• **Exercise**
Quote the records below word for word, please, from the very first line through the one that contains "pinky tip: (772, 122)", and nothing beyond it.
Material for this exercise below:
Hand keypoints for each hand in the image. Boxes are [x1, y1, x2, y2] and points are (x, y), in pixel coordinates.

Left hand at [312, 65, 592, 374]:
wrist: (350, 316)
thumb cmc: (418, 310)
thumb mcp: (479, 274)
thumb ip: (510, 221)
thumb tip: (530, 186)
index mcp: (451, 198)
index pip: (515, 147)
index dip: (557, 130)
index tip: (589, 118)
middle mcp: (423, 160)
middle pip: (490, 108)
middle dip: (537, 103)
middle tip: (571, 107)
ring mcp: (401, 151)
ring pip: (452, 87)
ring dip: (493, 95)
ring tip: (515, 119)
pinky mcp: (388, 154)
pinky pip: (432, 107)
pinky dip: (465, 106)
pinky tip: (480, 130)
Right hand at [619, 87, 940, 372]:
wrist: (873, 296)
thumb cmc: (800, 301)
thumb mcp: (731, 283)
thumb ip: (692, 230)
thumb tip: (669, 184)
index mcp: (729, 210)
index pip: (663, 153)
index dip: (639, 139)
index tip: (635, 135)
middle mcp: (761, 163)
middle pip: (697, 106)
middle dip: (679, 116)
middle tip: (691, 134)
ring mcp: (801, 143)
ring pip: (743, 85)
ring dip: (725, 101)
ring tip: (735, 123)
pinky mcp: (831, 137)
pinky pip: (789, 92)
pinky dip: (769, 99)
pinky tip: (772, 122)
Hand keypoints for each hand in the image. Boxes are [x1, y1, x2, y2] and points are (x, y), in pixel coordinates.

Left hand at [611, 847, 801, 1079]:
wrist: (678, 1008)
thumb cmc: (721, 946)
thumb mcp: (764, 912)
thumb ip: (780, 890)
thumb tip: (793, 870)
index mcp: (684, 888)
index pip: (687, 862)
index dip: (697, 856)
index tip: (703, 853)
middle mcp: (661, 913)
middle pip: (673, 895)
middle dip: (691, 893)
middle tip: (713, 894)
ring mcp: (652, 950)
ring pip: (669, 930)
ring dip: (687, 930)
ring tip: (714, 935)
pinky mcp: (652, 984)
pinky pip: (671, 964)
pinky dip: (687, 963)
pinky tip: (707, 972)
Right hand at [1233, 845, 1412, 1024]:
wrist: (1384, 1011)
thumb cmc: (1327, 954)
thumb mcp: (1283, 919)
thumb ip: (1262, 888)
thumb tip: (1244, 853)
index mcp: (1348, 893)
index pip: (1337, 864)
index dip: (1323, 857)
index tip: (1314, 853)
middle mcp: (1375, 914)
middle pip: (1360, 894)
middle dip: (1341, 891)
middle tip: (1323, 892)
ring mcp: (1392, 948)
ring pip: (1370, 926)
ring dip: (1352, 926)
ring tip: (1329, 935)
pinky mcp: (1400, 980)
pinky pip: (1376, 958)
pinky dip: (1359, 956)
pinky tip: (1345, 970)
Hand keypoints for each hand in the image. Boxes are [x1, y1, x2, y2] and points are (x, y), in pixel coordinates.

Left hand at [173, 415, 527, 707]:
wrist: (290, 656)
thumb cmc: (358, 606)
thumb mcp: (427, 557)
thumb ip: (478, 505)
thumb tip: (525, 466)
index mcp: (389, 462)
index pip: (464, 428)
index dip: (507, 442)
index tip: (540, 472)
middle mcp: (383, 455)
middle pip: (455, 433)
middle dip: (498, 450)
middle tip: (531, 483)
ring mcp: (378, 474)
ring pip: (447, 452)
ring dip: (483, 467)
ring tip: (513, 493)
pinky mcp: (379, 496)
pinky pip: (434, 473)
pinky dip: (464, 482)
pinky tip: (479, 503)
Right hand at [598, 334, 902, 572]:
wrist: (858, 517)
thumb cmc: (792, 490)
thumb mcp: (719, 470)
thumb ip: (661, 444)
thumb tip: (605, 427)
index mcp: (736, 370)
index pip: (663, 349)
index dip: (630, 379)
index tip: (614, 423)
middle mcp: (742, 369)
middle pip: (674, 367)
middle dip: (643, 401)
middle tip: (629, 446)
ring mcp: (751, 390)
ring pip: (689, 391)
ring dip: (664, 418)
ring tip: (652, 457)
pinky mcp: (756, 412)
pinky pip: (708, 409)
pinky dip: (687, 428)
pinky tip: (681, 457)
End of Material for this exercise.
• **Answer below**
Hand keypoints for each hand in the image. Boxes are [x1, y1, x2, y2] and points are (x, y), in pixel coordinates.

Left hand at [312, 65, 592, 374]:
wrist: (350, 316)
thumb cmc: (418, 310)
thumb mcp: (479, 274)
thumb ip: (510, 221)
thumb tip: (530, 186)
index mcp: (451, 198)
index pip: (515, 147)
index dip: (557, 130)
index tip: (589, 118)
middle mcp: (423, 160)
middle pip: (490, 108)
middle dip: (537, 103)
middle tip: (571, 107)
ring mcp: (401, 151)
ring pip: (452, 87)
ring dip: (493, 95)
ring tip: (515, 119)
pinky mcp: (388, 154)
pinky pip: (432, 107)
pinky dip: (465, 106)
pinky tip: (480, 130)
Right hand at [619, 87, 940, 372]:
wrist: (873, 296)
thumb cmc: (800, 301)
thumb mcp: (731, 283)
thumb ip: (692, 230)
thumb tip: (669, 184)
index mcp: (729, 210)
index pip: (663, 153)
index dip: (639, 139)
index tip: (635, 135)
middle mcp: (761, 163)
middle pip: (697, 106)
middle dip: (679, 116)
middle tip: (691, 134)
ring mcp: (801, 143)
ring pip: (743, 85)
ring dip: (725, 101)
ring tip: (735, 123)
pinky mcp: (831, 137)
pinky pip: (789, 92)
pinky dip: (769, 99)
pinky tip: (772, 122)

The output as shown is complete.